Reprenant les éléments de son prédécesseur « 11069 » les surpasse allègrement, grâce à une maturité supérieure et un feeling immédiat qui ne faiblit jamais et permet donc de garder intacte sa concentration jusqu’à l’ultime goutte de son. Jouant autant sur les harmonies que sur le fracassage intensif ce second volet est un véritable moment de grâce, à la construction léchée et sans failles d’où il est difficile de décrocher une fois parti dans l’univers créé par les Dordognais. Avec en prime une production impeccable (où chaque instrument est parfaitement mis en avant) on ne peut que s’incliner devant un tel résultat, qui va demander beaucoup de temps et de patience pour être totalement assimilé, tant il se révélera riche en découvertes et sensations au fil des écoutes.

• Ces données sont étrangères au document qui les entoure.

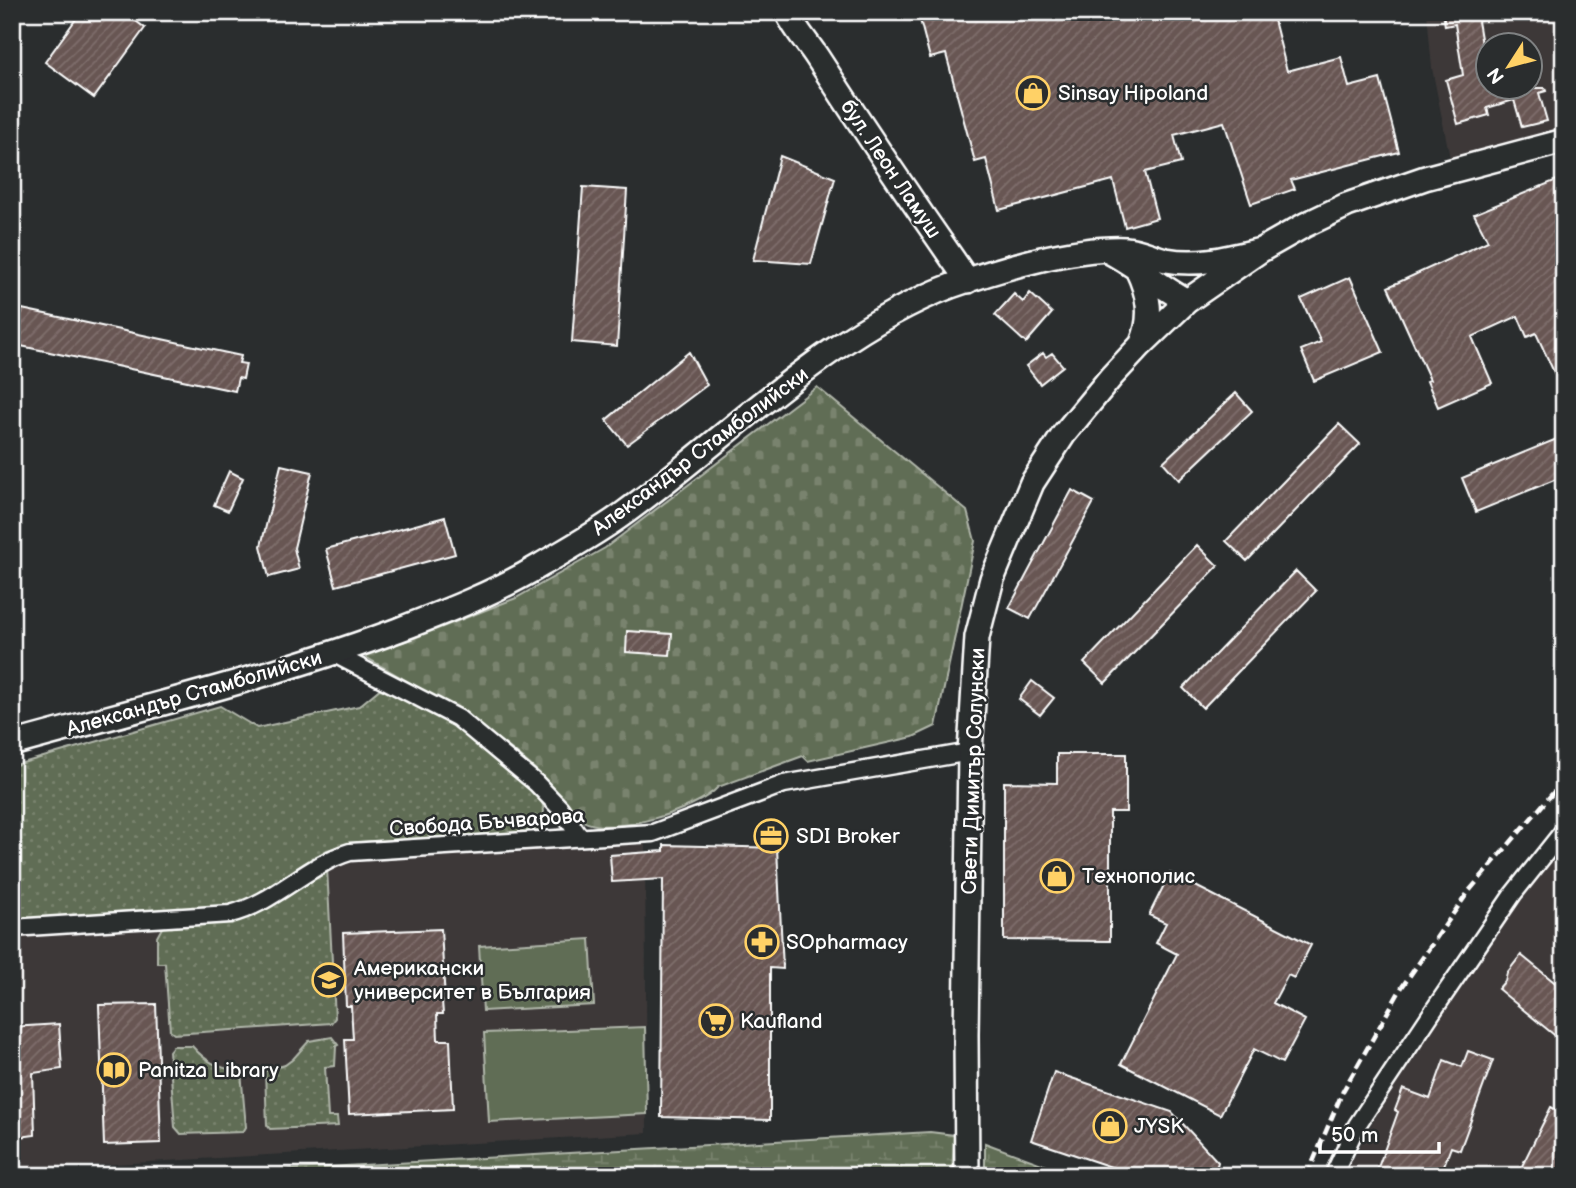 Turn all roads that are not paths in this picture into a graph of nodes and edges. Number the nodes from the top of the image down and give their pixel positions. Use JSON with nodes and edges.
{"nodes":[{"id":1,"x":787,"y":12,"type":"edge"},
{"id":2,"x":804,"y":12,"type":"edge"},
{"id":3,"x":816,"y":56,"type":"junction"},
{"id":4,"x":1564,"y":141,"type":"edge"},
{"id":5,"x":1261,"y":250,"type":"junction"},
{"id":6,"x":1107,"y":251,"type":"junction"},
{"id":7,"x":1160,"y":259,"type":"junction"},
{"id":8,"x":1137,"y":267,"type":"junction"},
{"id":9,"x":968,"y":281,"type":"junction"},
{"id":10,"x":1187,"y":301,"type":"junction"},
{"id":11,"x":1140,"y":346,"type":"junction"},
{"id":12,"x":334,"y":653,"type":"junction"},
{"id":13,"x":12,"y":744,"type":"edge"},
{"id":14,"x":970,"y":752,"type":"junction"},
{"id":15,"x":1564,"y":830,"type":"edge"},
{"id":16,"x":580,"y":837,"type":"junction"},
{"id":17,"x":12,"y":928,"type":"edge"},
{"id":18,"x":967,"y":1176,"type":"edge"},
{"id":19,"x":1332,"y":1176,"type":"edge"}],
"edges":[{"from":1,"to":3,"type":"street","name":"бул. Леон Ламуш"},
{"from":2,"to":3,"type":"street","name":"бул. Леон Ламуш"},
{"from":3,"to":9,"type":"street","name":"бул. Леон Ламуш"},
{"from":4,"to":5,"type":"street","name":"Свети Димитър Солунски"},
{"from":5,"to":7,"type":"street","name":"Александър Стамболийски"},
{"from":5,"to":10,"type":"street","name":"Свети Димитър Солунски"},
{"from":6,"to":7,"type":"street","name":"Александър Стамболийски"},
{"from":6,"to":8,"type":"street"},
{"from":6,"to":9,"type":"street","name":"Александър Стамболийски"},
{"from":7,"to":10,"type":"street"},
{"from":8,"to":10,"type":"street"},
{"from":8,"to":11,"type":"street"},
{"from":9,"to":12,"type":"street","name":"Александър Стамболийски"},
{"from":10,"to":11,"type":"street","name":"Свети Димитър Солунски"},
{"from":11,"to":14,"type":"street","name":"Свети Димитър Солунски"},
{"from":12,"to":13,"type":"street","name":"Александър Стамболийски"},
{"from":12,"to":16,"type":"street"},
{"from":14,"to":16,"type":"street","name":"Свобода Бъчварова"},
{"from":14,"to":18,"type":"street","name":"Свети Димитър Солунски"},
{"from":15,"to":19,"type":"street"},
{"from":16,"to":17,"type":"street","name":"Свобода Бъчварова"}]}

Sans tirer des plans sur la comète il fait peu de doutes qu’avec tous ces bons points le combo ne va plus rester inconnu fort longtemps, et ça n’est que justice au vu du résultat proposé qui va captiver longtemps, et mettre ainsi en lumière une scène de Périgueux et de ses alentours décidemment riches en nouveautés qui valent le détour (notamment SILURE du même acabit).